This book is an up-to-date critical examination of schooling in Japan by
an expert in this field. It focuses on developments in the last two
decades, with a particular interest in social justice. Japan has
experienced slow economic growth, changed employment practices,
population decline, an aging society, and an increasingly multi-ethnic
population resulting from migration. It has faced a call to respond to
the rhetoric of globalization and to concerns in childhood poverty in
the perceived affluence. In education we have seen developments
responding to these challenges in national and local educational
policies, as well as in school-level practices.
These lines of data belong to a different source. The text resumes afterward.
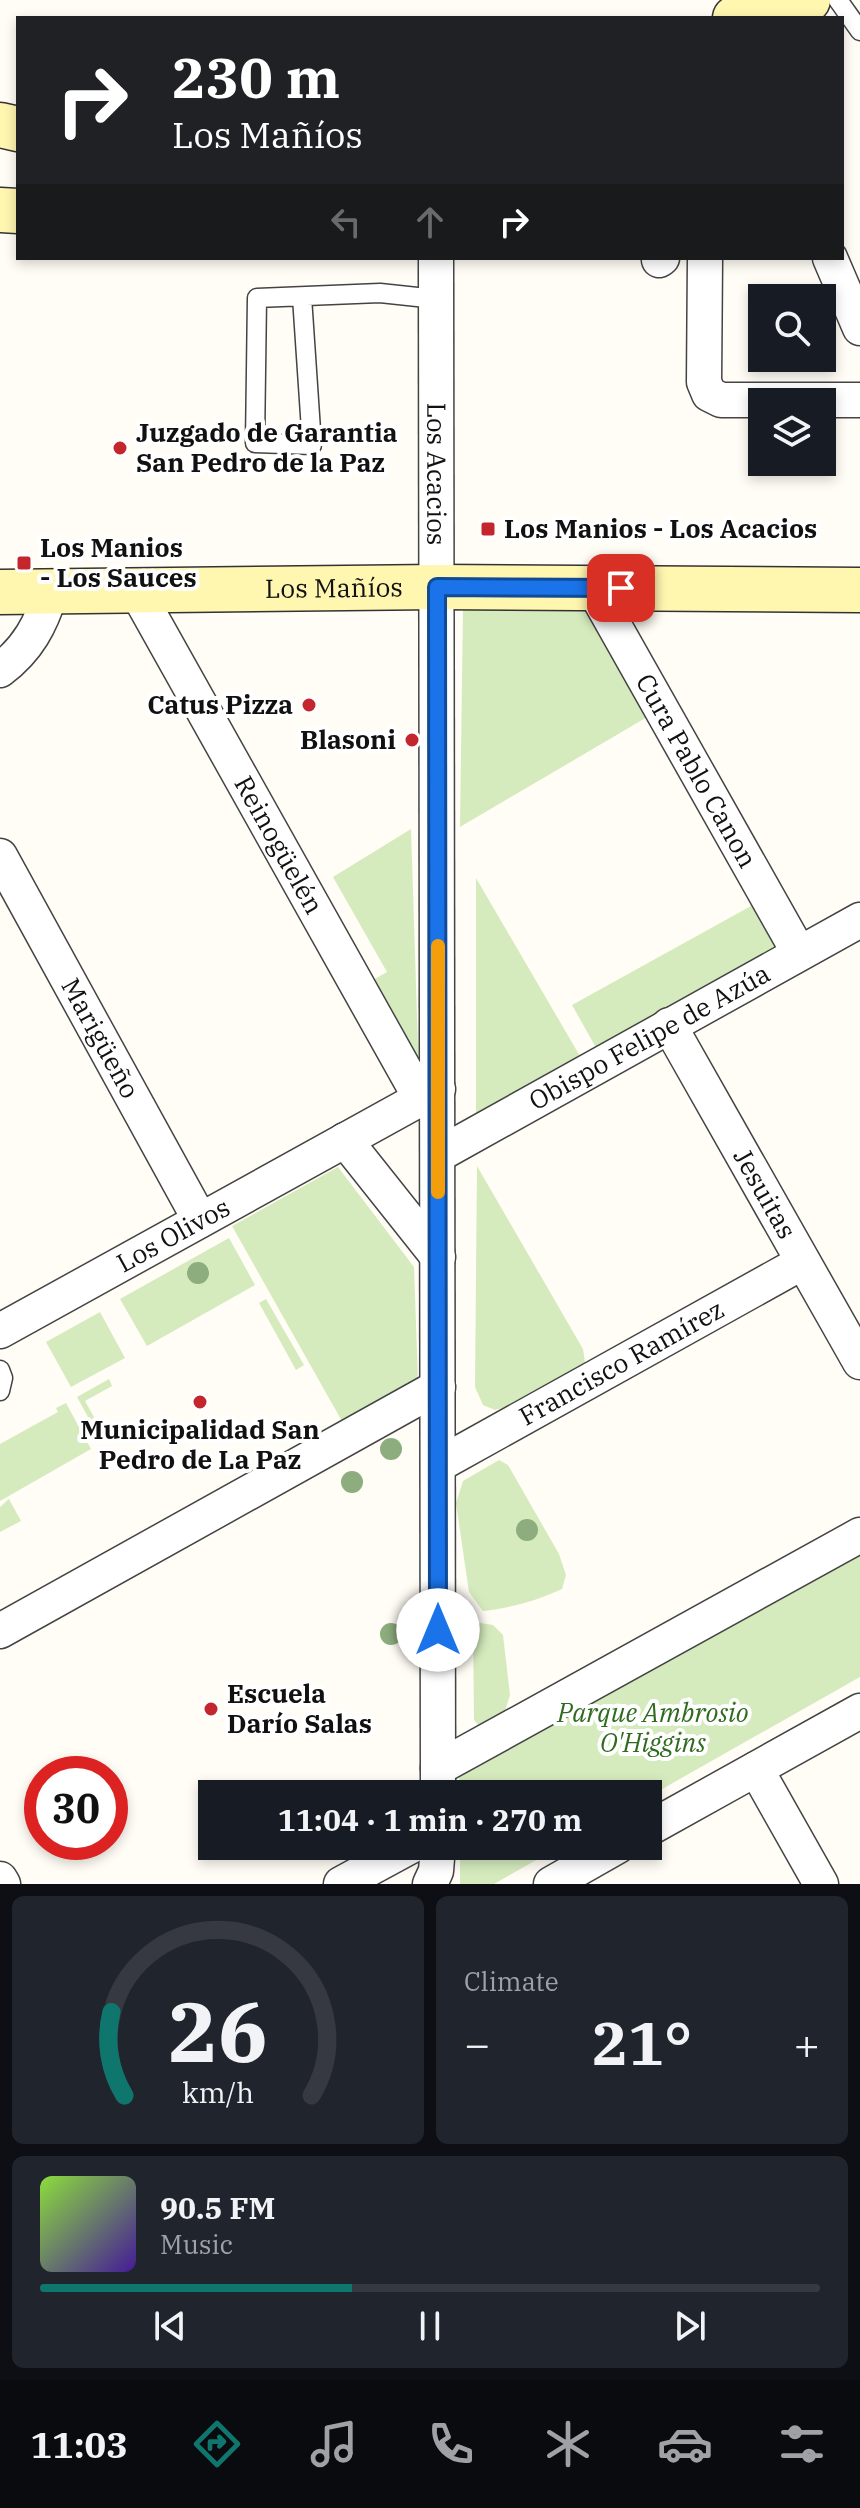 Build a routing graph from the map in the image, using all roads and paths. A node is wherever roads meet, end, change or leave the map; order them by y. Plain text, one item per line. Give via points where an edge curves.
1 (808, 0) edge
2 (838, 0) edge
3 (739, 11) edge
4 (860, 31) edge
5 (436, 260) edge
6 (705, 260) edge
7 (831, 260) edge
8 (302, 297) junction
9 (436, 299) junction
10 (860, 328) edge
11 (860, 400) edge
12 (437, 587) junction
13 (593, 588) junction
14 (860, 590) edge
15 (0, 592) edge
16 (51, 592) junction
17 (137, 592) junction
18 (0, 670) edge
19 (0, 856) edge
20 (860, 920) edge
21 (799, 953) junction
22 (669, 1025) junction
23 (429, 1094) junction
24 (345, 1140) junction
25 (438, 1155) junction
26 (200, 1220) junction
27 (438, 1257) junction
28 (803, 1262) junction
29 (0, 1331) edge
30 (860, 1362) edge
31 (0, 1370) edge
32 (438, 1387) junction
33 (0, 1391) edge
34 (438, 1465) junction
35 (860, 1535) edge
36 (0, 1631) edge
37 (860, 1711) edge
38 (756, 1769) junction
39 (438, 1780) edge
40 (440, 1780) edge
41 (662, 1821) edge
42 (385, 1860) edge
43 (437, 1860) edge
44 (593, 1860) edge
45 (0, 1879) edge
46 (3, 1884) edge
47 (341, 1884) edge
48 (430, 1884) edge
49 (551, 1884) edge
50 (821, 1884) edge

1 - 3 street
2 - 4 lane
5 - 9 street, Los Acacios
6 - 11 street via 704,382 709,394 721,400
7 - 10 street
8 - 8 lane via 257,298 255,443 312,445
8 - 9 lane via 380,293
9 - 12 street, Los Acacios
12 - 13 street, Los Mañíos
12 - 17 street, Los Mañíos
12 - 23 street, Los Acacios
13 - 14 street, Los Mañíos
13 - 21 street, Cura Pablo Canon
15 - 16 street, Los Mañíos
16 - 17 street, Los Mañíos
16 - 18 street via 35,633
17 - 23 street, Reinogüelén
19 - 26 street, Marigüeño
20 - 21 street, Obispo Felipe de Azúa
21 - 22 street, Obispo Felipe de Azúa
22 - 25 street, Obispo Felipe de Azúa
22 - 28 street, Jesuitas
23 - 24 street, Los Olivos
23 - 25 street, Los Acacios
24 - 26 street, Los Olivos
24 - 27 street
25 - 27 street, Los Acacios
26 - 29 street, Los Olivos
27 - 32 street, Los Acacios
28 - 30 street, Jesuitas
28 - 34 street, Francisco Ramírez
31 - 33 lane
32 - 34 street, Los Acacios
32 - 36 street
34 - 39 street, Los Acacios
35 - 40 street
37 - 38 street
38 - 41 street
38 - 50 street
42 - 47 street
43 - 48 street
44 - 49 street
45 - 46 street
What are the most significant developments in schooling of the last two
decades? Why have these developments emerged, and how will they affect
youth and society as a whole? How can we best interpret social justice
implications of these developments in terms of both distributive justice
and the politics of difference? To what extent have the shifts advanced
the interests of disadvantaged groups? This book shows that, compared to
three decades ago, the system of education increasingly acknowledges the
need to address student diversity of all kinds, and delivers options
that are more varied and flexible. But interest in social justice in
education has tended to centre on the distribution of education (who
gets how much of schooling), with fewer questions raised about the
content of schooling that continues to advantage the already advantaged.
Written in a highly accessible style, and aimed at scholars and students
in the fields of comparative education, sociology of education and
Japanese studies, this book illuminates changing policies and cumulative
adjustments in the daily practice of schooling, as well as how various
groups in society make sense of these changes.